As the administration of incoming US president Barack Obama debates the pace and consequences of withdrawal from Iraq, it would do well to examine the strategic impact of other US exits in the final decades of the twentieth century. Although US commitments to Lebanon, Somalia, Vietnam, and Cambodia differed mightily, history reveals that despite immediate costs to the US’ reputation, disengagement ultimately redounded to its advantage. In all of these cases, regional stability of sorts emerged after a US military withdrawal, albeit at the cost of a significant loss of life.
The US’ former adversaries either became preoccupied with consolidating or sharing power, suffered domestic defeat, or confronted neighboring states. Ultimately, the US’ vital interests prevailed. The evidence today suggests that this pattern can be repeated when the US departs Mesopotamia and leaves Iraqis to define their own fate.
Of the four withdrawals, arguably the 1982 to 1984 US intervention in Lebanon marks the closest parallel to Iraq today. A country torn by sectarian violence beginning in 1975, Lebanon pitted an even more complex array of contestants against each other than Iraq does today.
Into this fray stepped the US and its Western allies. Their objective was to create a military buffer between the Palestine Liberation Organization and Israeli forces that were then fighting in Beirut in order to promote the departure of both. The massacres in Palestinian refugee camps prompted a new commitment to “restore a strong and central government” to Lebanon, to quote then-president Ronald Reagan. But the result of intervention was that US forces became just one more target, culminating in the 1983 bombing of a US Marine barracks that killed 241 US soldiers.
A similar suicide bombing two days later claimed the lives of 58 French soldiers.
In February 1984, facing a quagmire, Reagan acceded to vice president George H.W. Bush’s recommendation to get out of Lebanon. But the withdrawal of Western forces did not stop the fighting. The civil war continued for another six years, followed by a bumpy political aftermath: Syrian intervention and expulsion (two decades later), as the Lebanese defined their own fate with the US exercising only background influence.
In 1992, the sirens of Somalia’s political collapse lured the US into another civil war to save a country from itself. The US humanitarian mission to that benighted country sought to salvage a failed UN enterprise to secure and feed Somalia’s ravaged population.
The US committed 28,000 troops, which for a time imposed a modicum of security. But ill-equipped and poorly led UN replacement forces for the US presence put the remaining US troops in the bull’s eye as they attempted to bring to justice the Somali warlord responsible for the death of Pakistani peacekeepers.
The ensuing bloodbath of US soldiers generated images that the American public could not stomach, prompting the exit of the US and then UN forces.
As unrest mounted with these military retreats, offshore US forces monitored and intercepted jihadists who sought to enter Somalia, while Kenya and Ethiopia blocked the unrest from metastasizing across the region.
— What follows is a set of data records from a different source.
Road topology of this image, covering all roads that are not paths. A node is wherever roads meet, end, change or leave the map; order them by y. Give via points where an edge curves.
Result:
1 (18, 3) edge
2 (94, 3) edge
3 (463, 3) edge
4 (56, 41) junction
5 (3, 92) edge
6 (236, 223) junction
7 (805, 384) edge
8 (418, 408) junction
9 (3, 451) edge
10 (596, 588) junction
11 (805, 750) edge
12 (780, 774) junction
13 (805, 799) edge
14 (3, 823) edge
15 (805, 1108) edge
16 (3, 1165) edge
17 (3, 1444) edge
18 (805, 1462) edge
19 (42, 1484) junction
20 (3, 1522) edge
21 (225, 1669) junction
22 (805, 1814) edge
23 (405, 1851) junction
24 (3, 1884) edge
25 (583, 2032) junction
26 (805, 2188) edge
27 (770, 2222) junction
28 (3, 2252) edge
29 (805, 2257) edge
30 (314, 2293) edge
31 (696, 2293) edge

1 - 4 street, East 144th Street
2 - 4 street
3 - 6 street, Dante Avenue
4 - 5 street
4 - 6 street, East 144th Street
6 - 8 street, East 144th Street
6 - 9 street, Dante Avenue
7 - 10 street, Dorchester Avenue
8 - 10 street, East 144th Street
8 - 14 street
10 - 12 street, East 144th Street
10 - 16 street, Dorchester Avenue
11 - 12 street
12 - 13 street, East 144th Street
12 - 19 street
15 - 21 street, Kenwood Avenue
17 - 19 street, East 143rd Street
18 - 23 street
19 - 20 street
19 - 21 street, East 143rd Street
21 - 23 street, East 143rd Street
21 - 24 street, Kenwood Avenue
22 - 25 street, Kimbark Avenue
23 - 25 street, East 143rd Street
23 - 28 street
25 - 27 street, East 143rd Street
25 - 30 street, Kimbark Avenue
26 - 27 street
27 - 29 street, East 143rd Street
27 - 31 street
In 2006, the capture of Somalia’s capital, Mogadishu, by the Islamic Courts raised the specter of a jihadist state.
But Somalia soon demonstrated that quagmires can be a two-way street. Following Ethiopia’s intervention, the Islamists found themselves out of power.
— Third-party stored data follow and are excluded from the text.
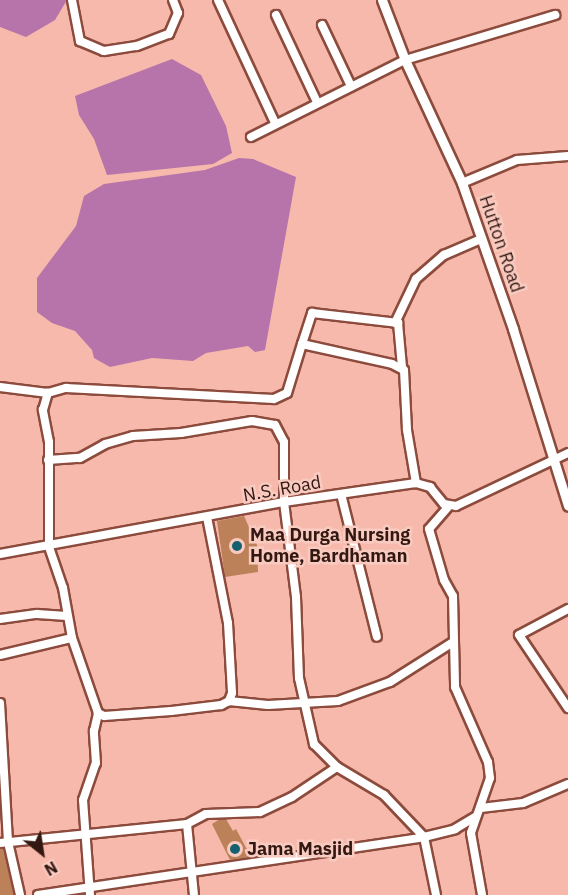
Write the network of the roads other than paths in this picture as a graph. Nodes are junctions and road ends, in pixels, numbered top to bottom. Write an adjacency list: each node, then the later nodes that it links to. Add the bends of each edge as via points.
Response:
1 (72, 0): 2 (street, via 81,41 104,51 137,46 169,34 178,13)
2 (173, 0)
3 (218, 0): 11 (street)
4 (382, 0): 8 (street, Hutton Road)
5 (276, 15): 10 (street)
6 (555, 15): 8 (street)
7 (322, 25): 9 (street)
8 (405, 60): 9 (street); 14 (street, Hutton Road)
9 (351, 86): 10 (street)
10 (317, 102): 11 (street)
11 (275, 123): 12 (street)
12 (251, 137)
13 (568, 156): 14 (street, via 517,160)
14 (462, 183): 15 (street, Hutton Road)
15 (481, 239): 16 (street, via 444,255 416,279); 22 (street, Hutton Road)
16 (395, 323): 17 (street, via 312,313); 18 (street, via 401,326)
17 (302, 344): 18 (street); 20 (street, via 287,393 274,399 66,388)
18 (402, 366): 24 (street)
19 (0, 387): 20 (street)
20 (48, 393): 23 (street, via 43,410)
21 (568, 453): 22 (street)
22 (552, 458): 25 (street, Hutton Road); 28 (street, via 463,504)
23 (48, 460): 27 (street, via 80,458 105,444 133,436 265,421 280,431 284,442); 31 (street)
24 (416, 483): 26 (street, N.S. Road); 28 (street, via 430,487)
25 (566, 492): 29 (street, Hutton Road)
26 (341, 494): 27 (street, N.S. Road); 36 (street)
27 (284, 502): 30 (street, N.S. Road); 41 (street)
28 (449, 506): 38 (street, via 429,529 444,580 453,596)
29 (568, 506)
30 (207, 517): 31 (street, N.S. Road); 40 (street, via 228,623 232,693)
31 (49, 547): 32 (street, N.S. Road); 34 (street, via 63,588)
32 (0, 554)
33 (568, 609): 43 (street, via 519,635)
34 (67, 616): 35 (street, via 37,614); 37 (street)
35 (0, 620)
36 (377, 637)
37 (72, 638): 39 (street); 44 (street)
38 (453, 642): 41 (street, via 390,682 338,701); 47 (street, via 455,687 488,762 490,777)
39 (0, 655)
40 (229, 701): 41 (street, via 268,705); 44 (street, via 160,712 104,716)
41 (303, 701): 45 (street, via 314,744)
42 (0, 703): 52 (street)
43 (568, 708)
44 (98, 713): 50 (street, via 94,731 96,763 83,800)
45 (337, 767): 49 (street, via 274,808 248,814 206,814); 51 (street, via 384,795)
46 (568, 784): 47 (street, via 523,803)
47 (481, 807): 48 (street)
48 (475, 817): 51 (street, via 455,829); 59 (street, via 472,850)
49 (187, 824): 50 (street); 53 (street)
50 (87, 835): 52 (street); 54 (street)
51 (424, 837): 53 (street); 58 (street)
52 (4, 843): 55 (street)
53 (192, 873): 54 (street); 57 (street)
54 (90, 892): 56 (street)
55 (20, 895)
56 (38, 895)
57 (194, 895)
58 (436, 895)
59 (483, 895)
Today, Somalia remains a dysfunctional state, as rival clans, jihadists, and an interim government with Ethiopian support compete for power. The US, now out of the quagmire, exercises limited influence from afar.
While Lebanon and Somalia remain damaged and failed states, respectively, regional and domestic factors have cauterized the consequences of the US’ retreat from Vietnam and Southeast Asia. The result is the stable region that the world sees today. But the US saw things very differently in the 1960s, when the ghosts of Munich hovered over Vietnam’s jungles.
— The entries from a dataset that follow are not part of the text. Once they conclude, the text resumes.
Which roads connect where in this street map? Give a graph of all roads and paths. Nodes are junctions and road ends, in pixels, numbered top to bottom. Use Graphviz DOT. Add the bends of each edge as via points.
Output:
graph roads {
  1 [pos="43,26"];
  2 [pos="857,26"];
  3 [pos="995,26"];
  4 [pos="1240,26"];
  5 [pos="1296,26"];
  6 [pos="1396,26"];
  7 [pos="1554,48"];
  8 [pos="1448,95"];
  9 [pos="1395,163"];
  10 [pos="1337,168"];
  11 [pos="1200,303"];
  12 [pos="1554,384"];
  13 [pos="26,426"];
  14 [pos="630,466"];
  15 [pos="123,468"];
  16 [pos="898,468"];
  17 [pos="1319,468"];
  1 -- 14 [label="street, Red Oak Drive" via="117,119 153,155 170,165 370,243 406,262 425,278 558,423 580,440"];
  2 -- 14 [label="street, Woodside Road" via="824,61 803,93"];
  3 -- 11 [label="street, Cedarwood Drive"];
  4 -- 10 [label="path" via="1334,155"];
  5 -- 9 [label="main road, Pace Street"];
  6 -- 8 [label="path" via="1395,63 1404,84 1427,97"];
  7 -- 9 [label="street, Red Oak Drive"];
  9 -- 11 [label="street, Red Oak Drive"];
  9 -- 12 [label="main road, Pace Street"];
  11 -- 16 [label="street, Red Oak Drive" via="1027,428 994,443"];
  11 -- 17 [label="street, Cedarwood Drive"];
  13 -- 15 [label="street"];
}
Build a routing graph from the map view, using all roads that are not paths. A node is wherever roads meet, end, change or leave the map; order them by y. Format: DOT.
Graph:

As President George W. Bush argued about the war in Iraq, US President Lyndon Johnson predicted that defeat in Vietnam “would be renewed in one country and then another.” What Johnson failed to foresee were the domestic and regional constraints that would prevent the dominos from falling in the way he predicted.
Although the US bombed northeastern Cambodia intensely throughout the Vietnam War years, it had no stomach for a ground commitment there. Still within congressional restraints, the Nixon administration attempted to bolster Cambodia’s military government. But, despite modest material support, the US could not sustain a government that could not sustain itself.
Rather than the dominos falling following the US’ retreat from Saigon in 1975, a Vietnam-Cambodian War ensued. This in turn stimulated China’s unsuccessful intervention in North Vietnam. The withdrawal by all of these invading armies to the recognized international boundaries demonstrated that nationalist forces were dominant in the region, not communist solidarity.
None of these American exits was without consequence. But, while the US suffered costs to its reputation around the world, the supposed advantages from this for the US’ opponents proved illusory.
The US’ departure from Mesopotamia will likewise put the burden of problem solving onto Iraqis and other regional players, leaving the US offshore to assist when and where it deems appropriate. History suggests that, in fits and starts, Iraq, like Vietnam and Lebanon, will find itself able to sort out its own affairs.
Bennett Ramberg served in the US State Department’s Bureau of Politico-Military Affairs during the George H.W. Bush administration.